Polls had favoured Mr. Karzai to win the election, though not necessarily in a single round. Mr. Karzai’s popularity has waned in recent years over concerns about corruption and resurgent violence. He also has been criticized for recruiting former warlords to gain the votes they control.

One of the most controversial of these, Uzbek warlord General Abdul Rashid Dostum, flew into Afghanistan from Turkey shortly before election day to show his support for Mr. Karzai and left late last week, a representative said.

“The purpose of his coming to Afghanistan was to participate in the election and to support Karzai,” said Sayed Noorullah Sadat, the chief of Gen. Dostum’s political party.

Gen.
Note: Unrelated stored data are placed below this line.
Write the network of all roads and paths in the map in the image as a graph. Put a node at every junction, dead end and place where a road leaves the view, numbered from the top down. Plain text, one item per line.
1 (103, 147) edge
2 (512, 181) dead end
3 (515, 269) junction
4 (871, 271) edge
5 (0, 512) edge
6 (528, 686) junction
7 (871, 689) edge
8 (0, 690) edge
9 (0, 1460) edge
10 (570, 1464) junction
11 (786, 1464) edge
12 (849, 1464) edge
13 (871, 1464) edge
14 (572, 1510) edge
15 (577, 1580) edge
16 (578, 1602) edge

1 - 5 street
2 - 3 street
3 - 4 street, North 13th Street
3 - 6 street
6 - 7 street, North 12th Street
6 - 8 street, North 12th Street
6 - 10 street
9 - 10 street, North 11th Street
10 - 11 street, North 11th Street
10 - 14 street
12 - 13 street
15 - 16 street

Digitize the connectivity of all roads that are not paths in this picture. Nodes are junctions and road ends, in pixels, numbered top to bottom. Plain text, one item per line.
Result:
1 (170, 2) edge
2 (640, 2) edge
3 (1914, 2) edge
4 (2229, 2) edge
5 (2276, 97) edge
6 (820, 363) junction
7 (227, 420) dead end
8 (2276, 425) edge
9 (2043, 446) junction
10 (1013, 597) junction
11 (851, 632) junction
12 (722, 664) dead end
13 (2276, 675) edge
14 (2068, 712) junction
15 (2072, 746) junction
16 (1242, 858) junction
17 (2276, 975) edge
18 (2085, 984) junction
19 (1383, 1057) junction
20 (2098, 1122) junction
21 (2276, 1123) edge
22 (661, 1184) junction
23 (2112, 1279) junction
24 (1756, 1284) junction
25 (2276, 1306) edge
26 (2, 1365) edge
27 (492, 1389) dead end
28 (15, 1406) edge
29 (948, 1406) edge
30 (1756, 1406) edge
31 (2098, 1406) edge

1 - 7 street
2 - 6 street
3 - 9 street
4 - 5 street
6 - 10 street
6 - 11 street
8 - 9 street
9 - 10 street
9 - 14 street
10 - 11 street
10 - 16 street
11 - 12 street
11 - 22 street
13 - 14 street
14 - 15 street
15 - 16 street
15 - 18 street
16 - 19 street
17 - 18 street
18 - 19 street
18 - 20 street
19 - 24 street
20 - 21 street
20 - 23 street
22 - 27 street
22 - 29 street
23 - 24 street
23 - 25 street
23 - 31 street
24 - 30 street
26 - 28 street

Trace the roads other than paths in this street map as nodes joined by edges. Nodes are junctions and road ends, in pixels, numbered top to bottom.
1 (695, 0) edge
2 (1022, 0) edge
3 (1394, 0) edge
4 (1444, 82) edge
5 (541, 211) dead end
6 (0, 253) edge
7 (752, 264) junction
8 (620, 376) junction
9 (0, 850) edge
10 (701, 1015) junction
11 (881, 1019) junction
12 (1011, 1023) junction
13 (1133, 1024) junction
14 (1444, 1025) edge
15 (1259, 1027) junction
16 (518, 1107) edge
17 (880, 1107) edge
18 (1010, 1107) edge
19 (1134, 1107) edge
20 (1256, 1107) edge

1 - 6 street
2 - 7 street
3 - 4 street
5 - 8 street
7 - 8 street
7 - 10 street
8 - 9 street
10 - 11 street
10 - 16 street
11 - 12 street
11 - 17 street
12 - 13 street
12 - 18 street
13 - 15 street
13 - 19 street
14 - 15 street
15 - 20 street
Dostum is alleged to have been responsible for the deaths of up to 2,000 Taliban prisoners early in the Afghan war, and U.S. officials were critical of the decision to allow him to return.

“The United States maintains serious concerns about the prospective role of Mr. Dostum in today’s Afghanistan,” the embassy said in a statement Sunday.

Mr. Sadat said Gen. Dostum has no immediate plans to return to Afghanistan. Asked if a second round of voting might bring Dostum back, Sadat said it was premature to talk about a runoff with votes still being counted. He added that Turkey is Dostum’s home and that Dostum has a medical condition that is easier to treat in Turkey. He did not provide further details.

The independent Electoral Complaints Commission has received more than 2,000 allegations of fraud and intimidation on voting day or during the subsequent counting of ballots, said Nellika Little, a spokeswoman for the group.

Of those, 567 have been deemed serious enough to affect the outcome of the poll if proved true, Little said. The commission had reported 270 major allegations on Friday.

The commission is still evaluating complaints, so the figure could rise further.

The widespread fraud allegations have raised concerns about whether Afghans will accept the certified results. Voting day was marred by low turnout amid Taliban threats and attacks.

Fraud allegations against Mr. Karzai were also raised in the 2004 election. A joint UN-Afghan panel found many cases of ballot-box stuffing, but said there was no evidence it was widespread and only favoured Mr. Karzai. Mr. Karzai received 55.4 per cent of the votes in the 2004 election — 39 percentage points ahead of his closest challenger.

This time, several presidential candidates have levelled accusations of fraud, including allegations that electoral officials forced voters to cast ballots for certain candidates and marked unused ballots for their candidate after election day.

Mr. Abdullah and other candidates have produced videos documenting many allegations and Mr. Abdullah has charged Mr. Karzai of mobilizing state resources to steal the election. Karzai’s campaign has denied that and countered by accusing Abdullah’s campaign of fraud.

Both camps have urged the country to wait for the complaints commission to finish its work.

Military operations and violent insurgent attacks have continued in the interim. On Saturday, militants killed a provincial counterterrorism chief in an ambush in eastern Afghanistan. Fayez Khan, who headed counterterrorism operations for Khost province, was driving home in a convoy with police and bodyguards when he was ambushed, said Tahir Khan Sabari, the province’s deputy governor.

On the same day in Kandahar, three civilians died in the blast of a roadside bomb struck by a police vehicle, said Fazen Mohammad Sherzad, the deputy police chief. Two police officers were wounded but none killed.

Afghan and international forces battled insurgents on Friday in eastern Paktika province, killing about three dozen militants, said Capt. Elizabeth Mathias, a spokeswoman for U.S. forces. A NATO statement said the Afghan and international troops also destroyed weapons and a complex of bunkers belonging to the Haqqani militant network, which operates across the Afghan-Pakistan border.

No casualties were reported for international or Afghan troops, nor for civilians.